Submission Guidelines

For this special issue, the editors are asking for authors to submit a 250- 300 word abstract for initial consideration before submitting a longer work. The abstract should include the tentative title, author(s), affiliation(s), type of submission, detailed summary of the proposed submission, and representative sources.

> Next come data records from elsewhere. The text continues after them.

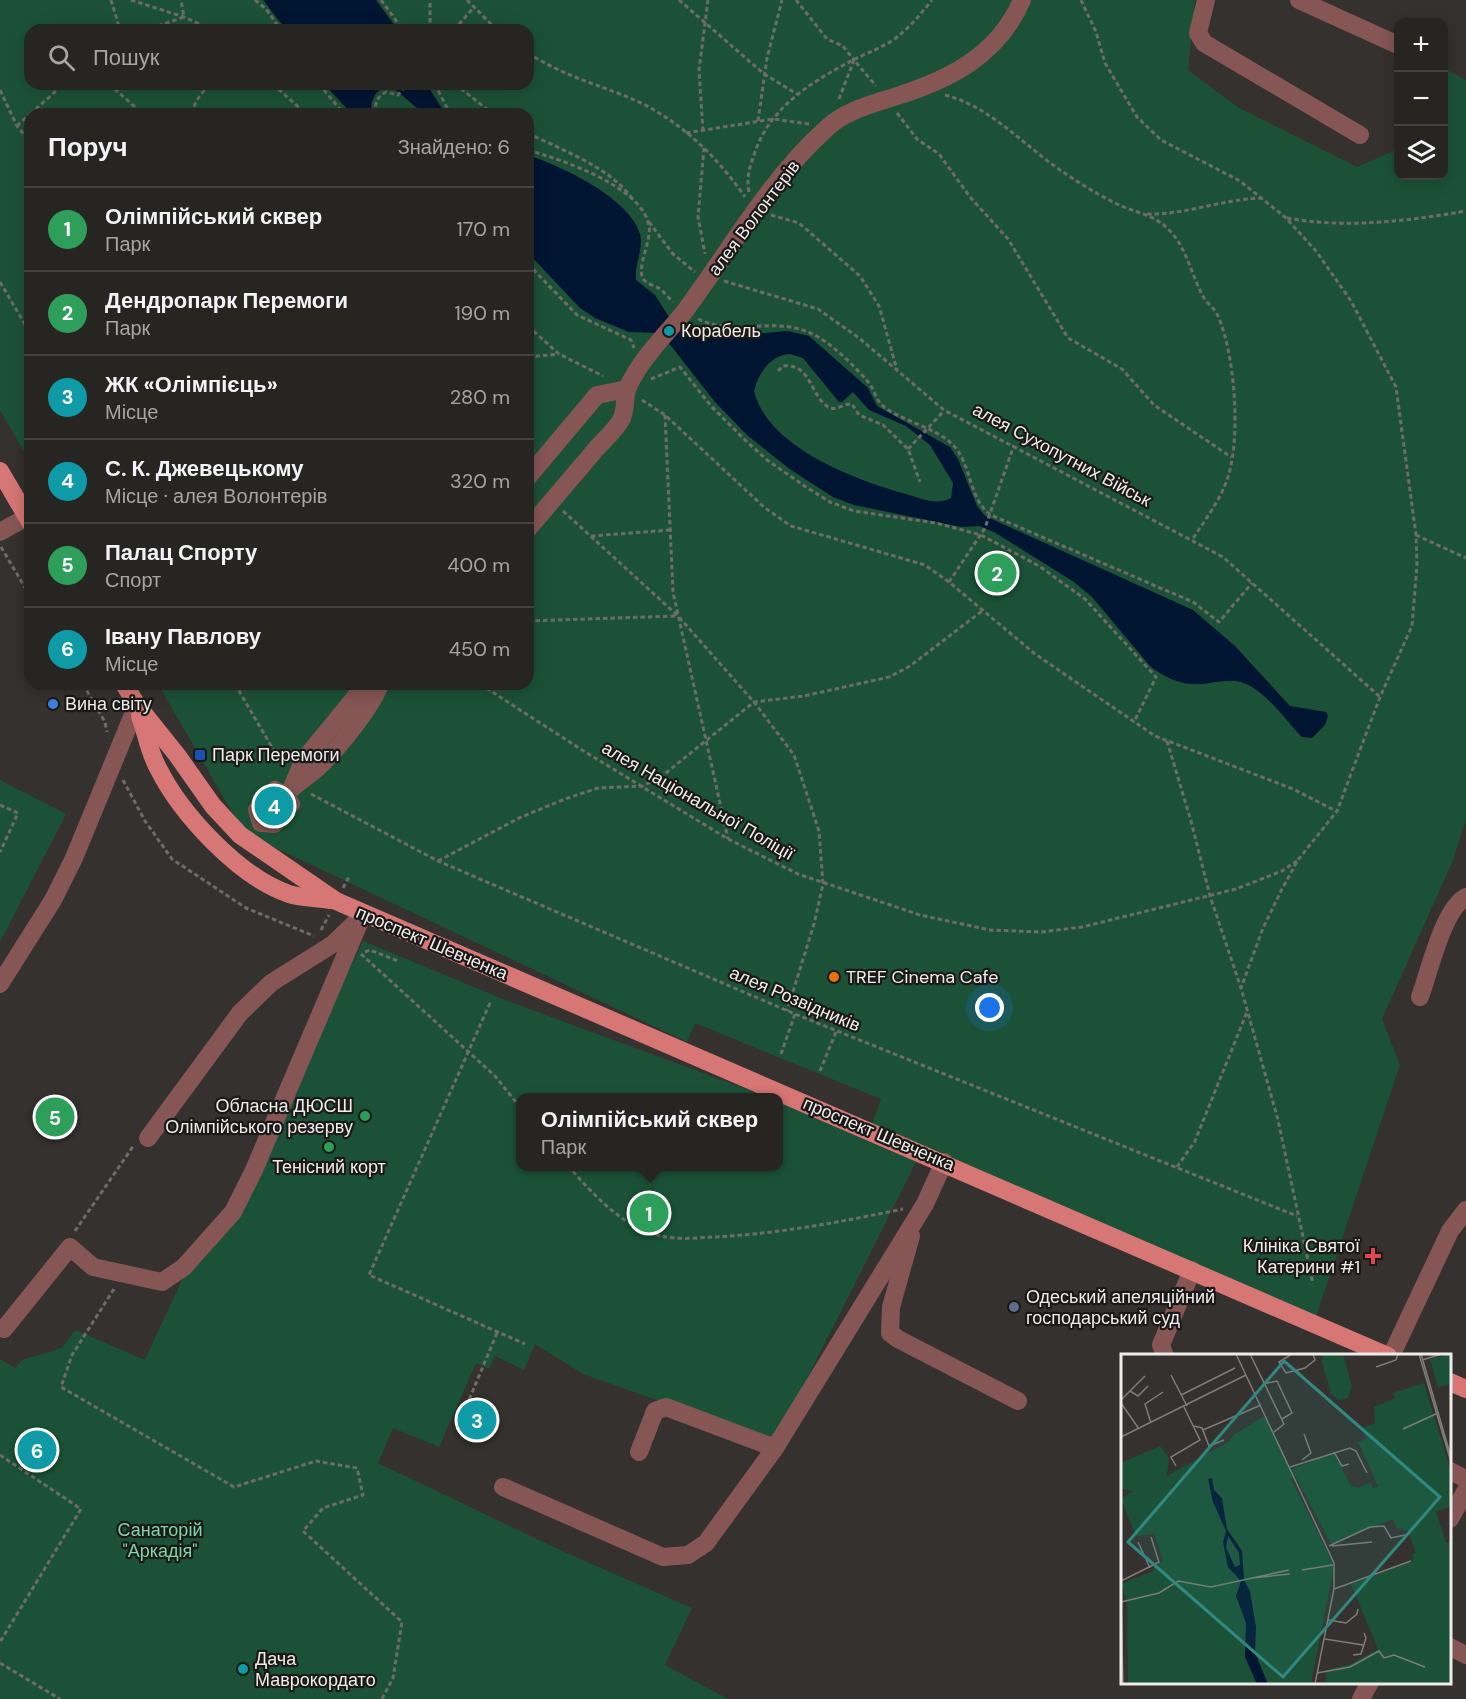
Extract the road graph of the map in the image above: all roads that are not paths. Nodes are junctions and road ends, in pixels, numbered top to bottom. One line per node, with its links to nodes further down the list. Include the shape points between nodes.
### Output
1 (1022, 0): 6 (street, алея Волонтерів, via 1010,25 963,68 920,89 843,116 828,127 755,211)
2 (1206, 0): 5 (street, via 1198,33 1204,43)
3 (1299, 0): 4 (street)
4 (1394, 43)
5 (1360, 135)
6 (627, 388): 7 (street, via 597,395); 11 (street, алея Волонтерів, via 622,418)
7 (534, 470)
8 (0, 471): 9 (main road)
9 (24, 513)
10 (24, 522): 12 (street)
11 (534, 522)
12 (0, 532)
13 (128, 690): 16 (main road, проспект Шевченка)
14 (361, 690): 17 (street, via 303,761)
15 (378, 690): 17 (street, via 375,700 315,770)
16 (137, 705): 20 (main road, проспект Шевченка, via 213,806 240,835 336,901); 21 (street, via 63,879)
17 (289, 790): 18 (street, via 275,790 257,810)
18 (258, 827)
19 (1466, 897): 22 (street, via 1447,920)
20 (363, 914): 23 (main road, проспект Шевченка); 25 (street, via 333,944 270,983 240,1013); 30 (street, via 355,952 233,1212 184,1267 162,1282 93,1267 70,1247)
21 (0, 984)
22 (1420, 997)
23 (782, 1093)
24 (783, 1093): 26 (main road, проспект Шевченка)
25 (148, 1138)
26 (944, 1162): 28 (street); 29 (main road, проспект Шевченка)
27 (1466, 1210): 32 (street)
28 (913, 1225): 35 (street, via 891,1307 890,1333); 36 (street)
29 (1192, 1270): 31 (street, via 1161,1345); 32 (main road, проспект Шевченка)
30 (4, 1329)
31 (1164, 1354)
32 (1380, 1354)
33 (1451, 1383): 34 (main road)
34 (1466, 1389)
35 (1018, 1401)
36 (775, 1448): 37 (street, via 666,1407 655,1411); 40 (street, via 706,1543 688,1555 663,1557)
37 (639, 1452)
38 (1451, 1472): 39 (street)
39 (1466, 1479)
40 (503, 1487)
41 (1466, 1490): 42 (street)
42 (1451, 1516)
43 (1451, 1648): 44 (street)
44 (1466, 1655)
45 (1369, 1684): 46 (street)
46 (1361, 1699)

Abstracts are due no later than May 31, 2025 and decisions on acceptance will occur no later than June 30, 2025. The selection criteria will involve: relevance to theme, clarity of paper, intellectual significance, and originality.

Once abstracts are accepted by the editors, completed submissions are due no later than September 30, 2025, and should adhere to the guidelines stated above including a title page with title of submission and type of submission (research article, interview etc.), name of author(s), affiliation(s), and email(s).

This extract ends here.